(Stored data)
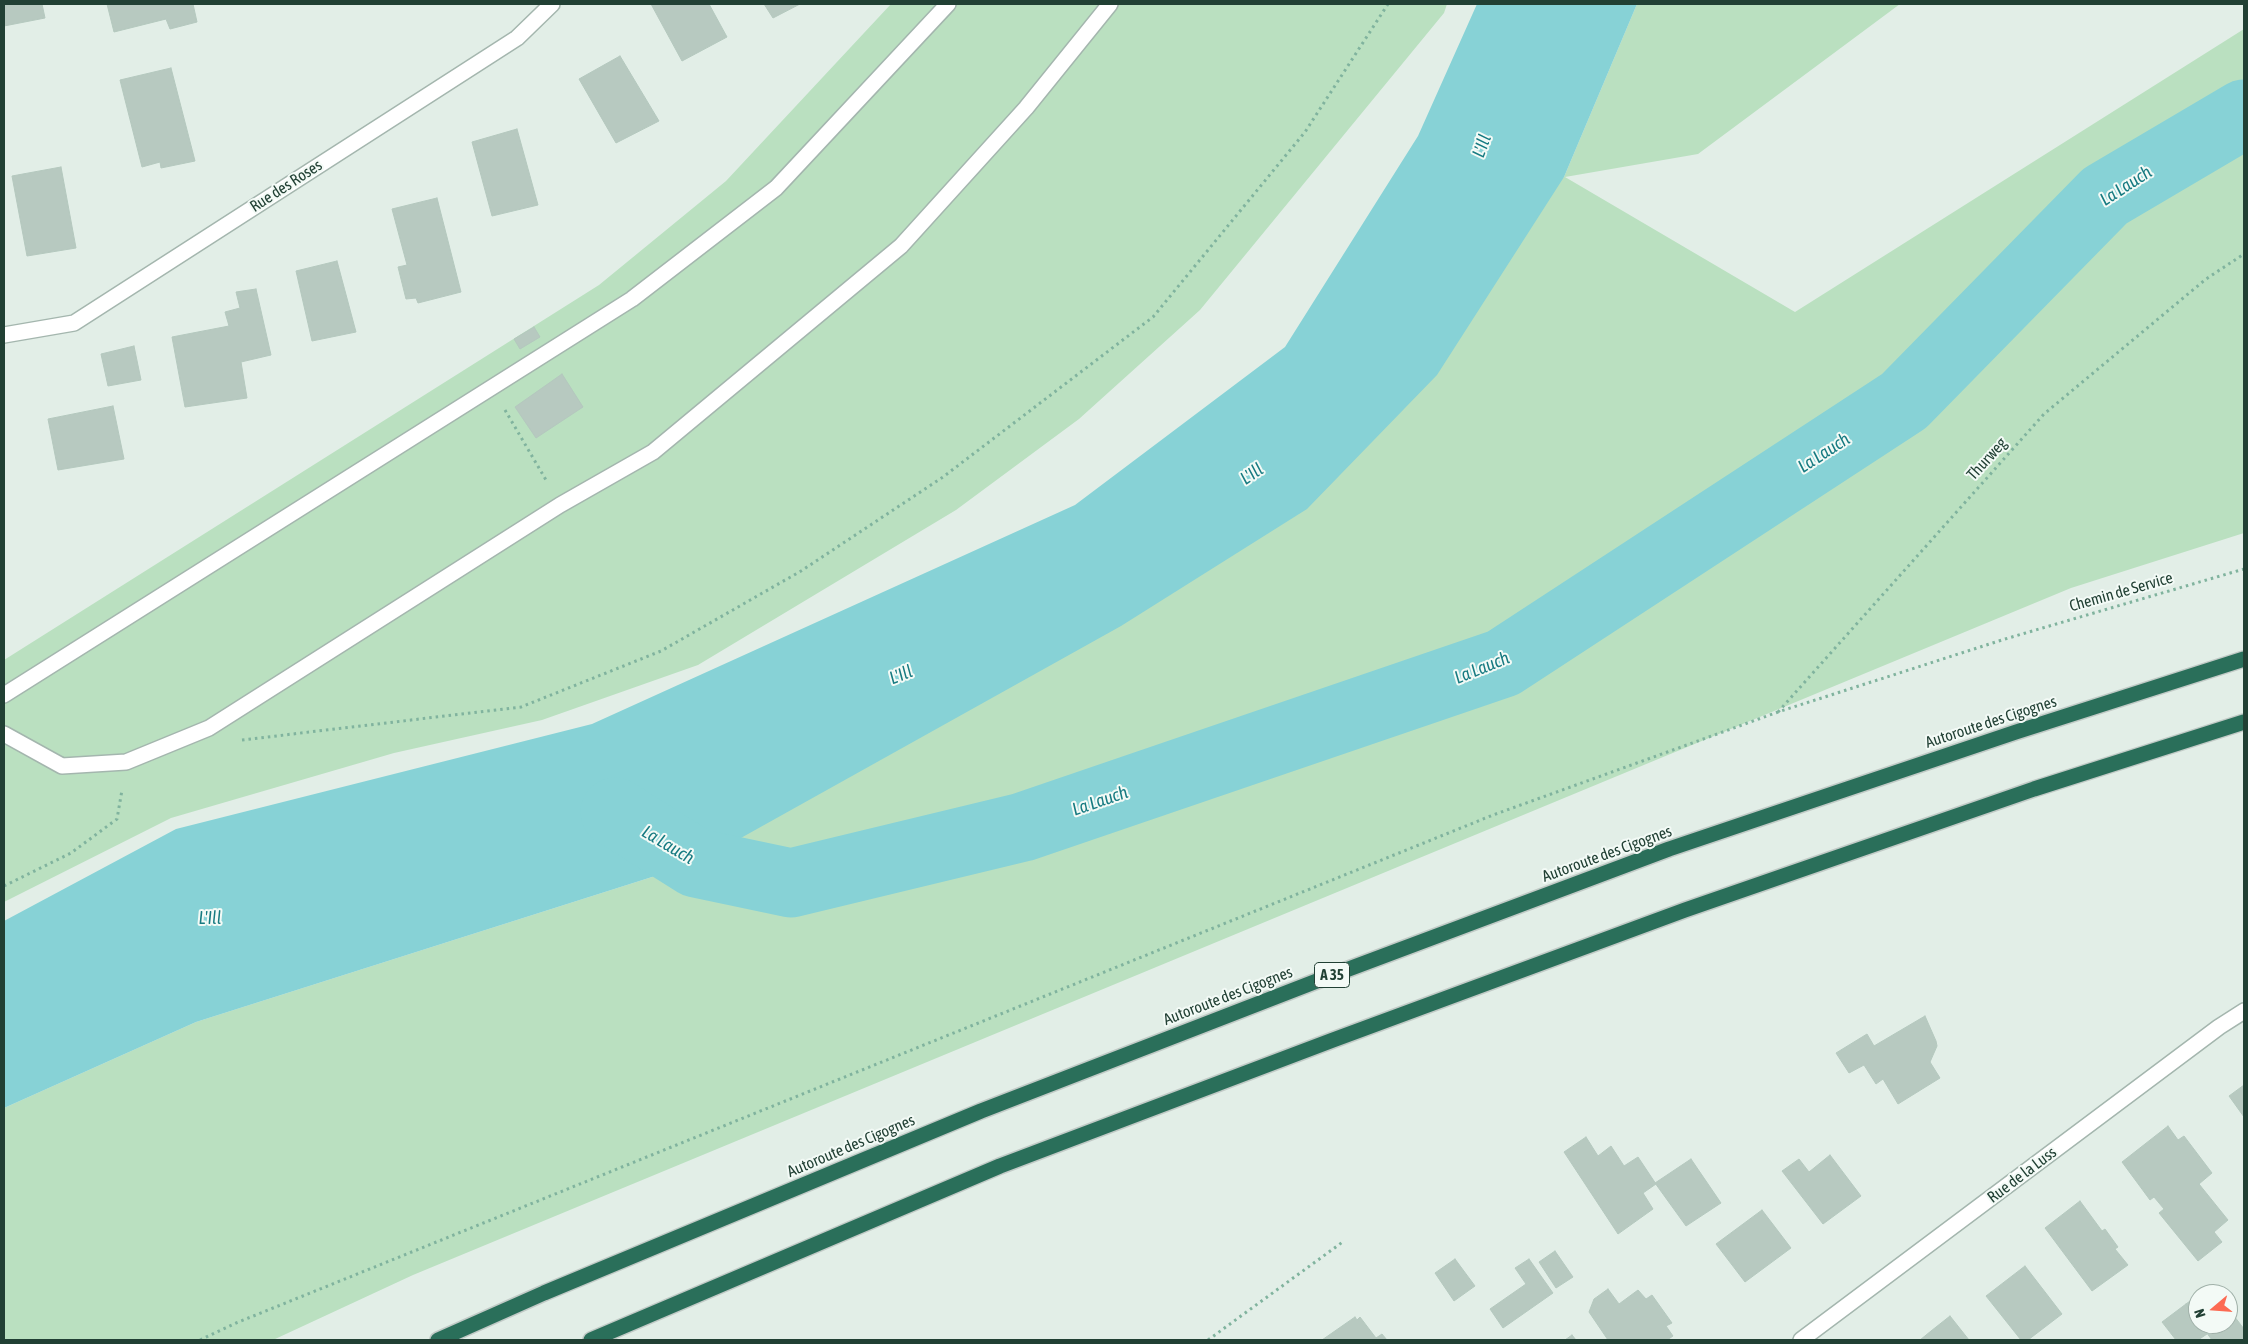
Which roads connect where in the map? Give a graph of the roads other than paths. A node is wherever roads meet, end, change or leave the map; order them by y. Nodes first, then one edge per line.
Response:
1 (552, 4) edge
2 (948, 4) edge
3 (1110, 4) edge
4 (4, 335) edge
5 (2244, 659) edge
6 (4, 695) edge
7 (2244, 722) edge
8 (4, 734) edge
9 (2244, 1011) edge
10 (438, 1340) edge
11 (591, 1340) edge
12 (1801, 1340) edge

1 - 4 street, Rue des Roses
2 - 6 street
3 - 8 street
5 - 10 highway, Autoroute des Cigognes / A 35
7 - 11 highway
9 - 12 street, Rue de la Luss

▸ What this task involves: Every line of the data above should be returned exactly, with the pictures removed.

▸ Exercise answer:
Which roads connect where in the map? Give a graph of the roads other than paths. A node is wherever roads meet, end, change or leave the map; order them by y. Nodes first, then one edge per line.
Response:
1 (552, 4) edge
2 (948, 4) edge
3 (1110, 4) edge
4 (4, 335) edge
5 (2244, 659) edge
6 (4, 695) edge
7 (2244, 722) edge
8 (4, 734) edge
9 (2244, 1011) edge
10 (438, 1340) edge
11 (591, 1340) edge
12 (1801, 1340) edge

1 - 4 street, Rue des Roses
2 - 6 street
3 - 8 street
5 - 10 highway, Autoroute des Cigognes / A 35
7 - 11 highway
9 - 12 street, Rue de la Luss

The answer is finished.